Early life and youth career
Amrinder was born on 27 May 1993 in Mahilpur, Punjab, India. Amrinder took up the game of football at a young age but did not play consistently until the age of 15 when he joined his schools' government ran academy, Sports Wing Academy in Paldi, Hoshiarpur in Punjab. Initially Amrinder started at the under-17 level as a striker at Sports Wing Academy but his coach, Yarvinder Singh, noticed that Amrinder had a good build and reach, and encouraged him to be a goalkeeper. He started excelling as a goalkeeper and stayed at the Sports Wing Academy for another two years. While still at Sports Wing, however Amrinder was selected by the Punjab Football Association to represent the Punjab state national team at the under-17 and under-19 levels. His greatest achievement while with the Punjab team was when he helped Punjab win the BC Roy Trophy. After winning the BC Roy Trophy, he was advised by former Pune player Asim Hassan's father, a well-known coach in Punjab, to trial at the Pune Academy. He passed the trial and was placed in the under-19 squad.

Club career

Pune 
After joining the Pune Academy and showing off his goalkeeping skills during the summer of 2011, Singh was selected to join the first team squad of Pune at the age of 18. He made his debut for Pune when he came on as a substitute during the 2011 Indian Federation Cup after Indian international Subrata Pal came off against East Bengal. Pune lost the match 1–2 but with Singh only conceding one of those goals. Singh then made his I-League debut for Pune coming on as a substitute for Shahinlal Meloly in the 21st minute against East Bengal. Pune lost the match 1–3 with all three goals coming in after Amrinder came on to the pitch. After one more game for Pune, in which Amrinder conceded three goals, Pune FC brought in East Bengal goalkeeper Abhra Mondal on loan for the rest of the season.

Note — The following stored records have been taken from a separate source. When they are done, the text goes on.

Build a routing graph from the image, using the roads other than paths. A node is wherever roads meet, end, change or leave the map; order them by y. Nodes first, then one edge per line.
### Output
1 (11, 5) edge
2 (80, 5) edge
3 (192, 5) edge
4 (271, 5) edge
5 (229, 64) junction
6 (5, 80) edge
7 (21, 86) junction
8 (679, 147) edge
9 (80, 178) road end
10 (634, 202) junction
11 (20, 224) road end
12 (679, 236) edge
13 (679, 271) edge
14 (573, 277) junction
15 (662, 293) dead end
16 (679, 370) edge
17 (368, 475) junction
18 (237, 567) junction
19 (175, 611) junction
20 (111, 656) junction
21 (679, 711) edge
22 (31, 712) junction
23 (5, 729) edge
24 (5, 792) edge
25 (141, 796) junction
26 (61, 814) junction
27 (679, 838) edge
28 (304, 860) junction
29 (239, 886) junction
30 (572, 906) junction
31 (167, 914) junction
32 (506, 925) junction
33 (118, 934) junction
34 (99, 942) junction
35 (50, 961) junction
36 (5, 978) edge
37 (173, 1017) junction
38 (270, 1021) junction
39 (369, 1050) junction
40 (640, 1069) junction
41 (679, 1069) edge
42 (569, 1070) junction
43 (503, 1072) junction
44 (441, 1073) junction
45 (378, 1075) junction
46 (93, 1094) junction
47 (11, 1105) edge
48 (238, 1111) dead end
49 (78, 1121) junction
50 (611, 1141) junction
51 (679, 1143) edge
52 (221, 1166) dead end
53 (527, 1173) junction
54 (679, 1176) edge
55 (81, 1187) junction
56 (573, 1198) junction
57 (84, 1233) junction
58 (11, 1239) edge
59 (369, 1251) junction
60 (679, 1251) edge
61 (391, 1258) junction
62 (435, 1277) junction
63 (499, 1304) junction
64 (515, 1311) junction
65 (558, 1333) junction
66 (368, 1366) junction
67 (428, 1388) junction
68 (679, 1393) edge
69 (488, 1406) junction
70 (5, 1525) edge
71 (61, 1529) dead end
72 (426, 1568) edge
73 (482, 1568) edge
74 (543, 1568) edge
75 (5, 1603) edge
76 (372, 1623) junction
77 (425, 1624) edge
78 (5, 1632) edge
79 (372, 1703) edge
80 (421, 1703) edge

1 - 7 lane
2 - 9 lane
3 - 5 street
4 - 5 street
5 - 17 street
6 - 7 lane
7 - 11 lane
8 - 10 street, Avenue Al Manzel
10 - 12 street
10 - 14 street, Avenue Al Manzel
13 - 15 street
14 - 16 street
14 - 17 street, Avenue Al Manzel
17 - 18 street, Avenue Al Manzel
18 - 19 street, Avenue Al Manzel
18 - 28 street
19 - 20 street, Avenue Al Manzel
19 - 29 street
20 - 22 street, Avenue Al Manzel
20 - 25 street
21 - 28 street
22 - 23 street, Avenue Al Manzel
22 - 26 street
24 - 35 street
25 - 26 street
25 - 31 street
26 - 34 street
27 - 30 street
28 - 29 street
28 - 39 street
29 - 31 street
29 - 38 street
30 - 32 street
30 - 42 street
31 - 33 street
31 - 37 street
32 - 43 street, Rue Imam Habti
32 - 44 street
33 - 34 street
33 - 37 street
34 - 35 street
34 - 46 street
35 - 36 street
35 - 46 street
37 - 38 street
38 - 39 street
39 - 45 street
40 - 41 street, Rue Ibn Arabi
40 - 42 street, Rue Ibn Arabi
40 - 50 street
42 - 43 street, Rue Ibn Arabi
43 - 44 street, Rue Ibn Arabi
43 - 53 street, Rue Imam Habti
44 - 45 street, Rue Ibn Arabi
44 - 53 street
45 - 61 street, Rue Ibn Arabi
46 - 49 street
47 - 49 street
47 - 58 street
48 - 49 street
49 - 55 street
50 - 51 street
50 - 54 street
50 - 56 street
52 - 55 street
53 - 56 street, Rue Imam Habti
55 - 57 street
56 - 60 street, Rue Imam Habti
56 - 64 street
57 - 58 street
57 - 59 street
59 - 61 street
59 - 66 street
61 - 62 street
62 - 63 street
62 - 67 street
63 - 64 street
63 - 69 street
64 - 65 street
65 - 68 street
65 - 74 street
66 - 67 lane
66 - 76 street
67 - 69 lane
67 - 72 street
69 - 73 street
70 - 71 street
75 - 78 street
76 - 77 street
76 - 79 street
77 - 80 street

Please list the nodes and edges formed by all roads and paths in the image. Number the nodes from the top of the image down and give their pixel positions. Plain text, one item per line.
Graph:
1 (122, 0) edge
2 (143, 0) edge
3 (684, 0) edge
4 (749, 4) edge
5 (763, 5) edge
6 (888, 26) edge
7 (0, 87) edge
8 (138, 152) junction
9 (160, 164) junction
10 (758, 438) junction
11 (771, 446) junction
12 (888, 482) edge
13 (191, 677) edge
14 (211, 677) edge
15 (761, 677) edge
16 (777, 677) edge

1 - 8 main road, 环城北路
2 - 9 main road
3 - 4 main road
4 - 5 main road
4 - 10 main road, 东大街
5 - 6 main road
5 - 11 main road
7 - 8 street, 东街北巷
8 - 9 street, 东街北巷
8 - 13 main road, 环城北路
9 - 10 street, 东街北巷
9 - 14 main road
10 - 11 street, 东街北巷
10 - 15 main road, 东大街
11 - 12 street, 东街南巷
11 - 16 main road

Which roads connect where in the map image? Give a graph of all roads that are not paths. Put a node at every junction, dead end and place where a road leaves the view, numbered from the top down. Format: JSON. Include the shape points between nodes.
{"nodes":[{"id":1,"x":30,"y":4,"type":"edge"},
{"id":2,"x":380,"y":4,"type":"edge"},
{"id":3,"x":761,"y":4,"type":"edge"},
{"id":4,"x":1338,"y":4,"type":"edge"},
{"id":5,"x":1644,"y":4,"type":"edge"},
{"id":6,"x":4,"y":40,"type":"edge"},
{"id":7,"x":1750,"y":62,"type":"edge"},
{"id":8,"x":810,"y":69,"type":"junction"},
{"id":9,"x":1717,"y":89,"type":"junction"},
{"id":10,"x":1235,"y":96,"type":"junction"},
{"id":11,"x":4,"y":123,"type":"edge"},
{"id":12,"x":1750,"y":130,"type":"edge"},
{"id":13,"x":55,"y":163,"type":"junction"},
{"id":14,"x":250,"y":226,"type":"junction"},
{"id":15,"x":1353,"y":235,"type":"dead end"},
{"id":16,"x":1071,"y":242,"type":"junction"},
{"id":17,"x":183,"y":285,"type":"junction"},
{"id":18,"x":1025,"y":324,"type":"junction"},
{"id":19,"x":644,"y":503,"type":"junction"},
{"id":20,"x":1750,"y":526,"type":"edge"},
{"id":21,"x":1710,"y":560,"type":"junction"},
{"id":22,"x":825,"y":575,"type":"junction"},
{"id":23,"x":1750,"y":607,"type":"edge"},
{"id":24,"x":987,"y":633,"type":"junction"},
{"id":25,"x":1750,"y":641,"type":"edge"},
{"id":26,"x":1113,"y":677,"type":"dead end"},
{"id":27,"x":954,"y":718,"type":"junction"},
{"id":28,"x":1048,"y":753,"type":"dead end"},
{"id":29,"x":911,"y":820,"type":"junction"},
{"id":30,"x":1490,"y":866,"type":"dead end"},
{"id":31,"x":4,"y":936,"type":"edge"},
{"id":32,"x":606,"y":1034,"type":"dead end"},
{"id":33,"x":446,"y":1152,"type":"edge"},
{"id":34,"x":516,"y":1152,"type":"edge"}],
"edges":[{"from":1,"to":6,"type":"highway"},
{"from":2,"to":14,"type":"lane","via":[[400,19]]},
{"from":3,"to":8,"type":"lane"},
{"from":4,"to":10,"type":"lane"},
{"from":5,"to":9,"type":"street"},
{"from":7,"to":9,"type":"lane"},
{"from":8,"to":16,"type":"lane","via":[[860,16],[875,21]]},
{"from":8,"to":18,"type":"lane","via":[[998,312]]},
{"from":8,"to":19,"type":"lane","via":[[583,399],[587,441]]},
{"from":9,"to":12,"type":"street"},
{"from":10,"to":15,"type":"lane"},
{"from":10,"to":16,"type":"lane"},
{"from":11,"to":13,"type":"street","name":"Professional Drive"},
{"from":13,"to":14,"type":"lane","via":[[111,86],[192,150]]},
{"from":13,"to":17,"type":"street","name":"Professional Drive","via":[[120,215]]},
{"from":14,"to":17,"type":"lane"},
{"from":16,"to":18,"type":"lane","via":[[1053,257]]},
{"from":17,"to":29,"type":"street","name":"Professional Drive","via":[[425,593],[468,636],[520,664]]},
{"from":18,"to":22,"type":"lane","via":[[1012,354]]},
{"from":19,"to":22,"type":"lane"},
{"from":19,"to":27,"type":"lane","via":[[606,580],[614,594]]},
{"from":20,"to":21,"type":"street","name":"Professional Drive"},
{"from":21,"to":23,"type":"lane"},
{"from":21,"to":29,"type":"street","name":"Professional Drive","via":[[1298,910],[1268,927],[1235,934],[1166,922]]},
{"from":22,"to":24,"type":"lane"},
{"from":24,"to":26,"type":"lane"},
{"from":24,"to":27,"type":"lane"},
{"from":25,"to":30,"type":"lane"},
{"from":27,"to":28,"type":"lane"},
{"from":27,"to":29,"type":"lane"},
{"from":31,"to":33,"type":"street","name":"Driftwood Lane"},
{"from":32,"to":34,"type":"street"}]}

On 5 February 2012, Amrinder kept his first full clean-sheet of his career against then league leaders Dempo as Pune went on to win the match 1–0.

2012-2013 season 
Amrinder played his first match of the 2012-13 I-League season on 14 April 2013 against ONGC F.C. which ended 1–0 with Pune winning the game and it resulted in Amrinder collecting first clean sheet of the season. Amrinder started in the next match against Air India FC on 20 April, in which Amrinder kept a clean sheet as the team rose to win the game on a big margin of 0–6. Singh played his last match of the season on 11 May in a 2–0 victory against Indian Arrows.

2013–2014 season
Amrinder began the 2013–14 I-League season as Pune's No.1 goalkeeper. He started in their first league match of the season against Mohammedan on 21 September 2013 at the Salt Lake Stadium. During the match, Singh gave away a goal to Josimar as Pune went on to win 3–1. After that match, Singh and Pune went on a run of clean-sheets, keeping five of them in a row before conceding two goals and losing 2–0 to Sporting Goa on 2 November. It was also in this match that Singh received a red card in the 81st minute after he brought down the last man on the ball for Sporting Goa.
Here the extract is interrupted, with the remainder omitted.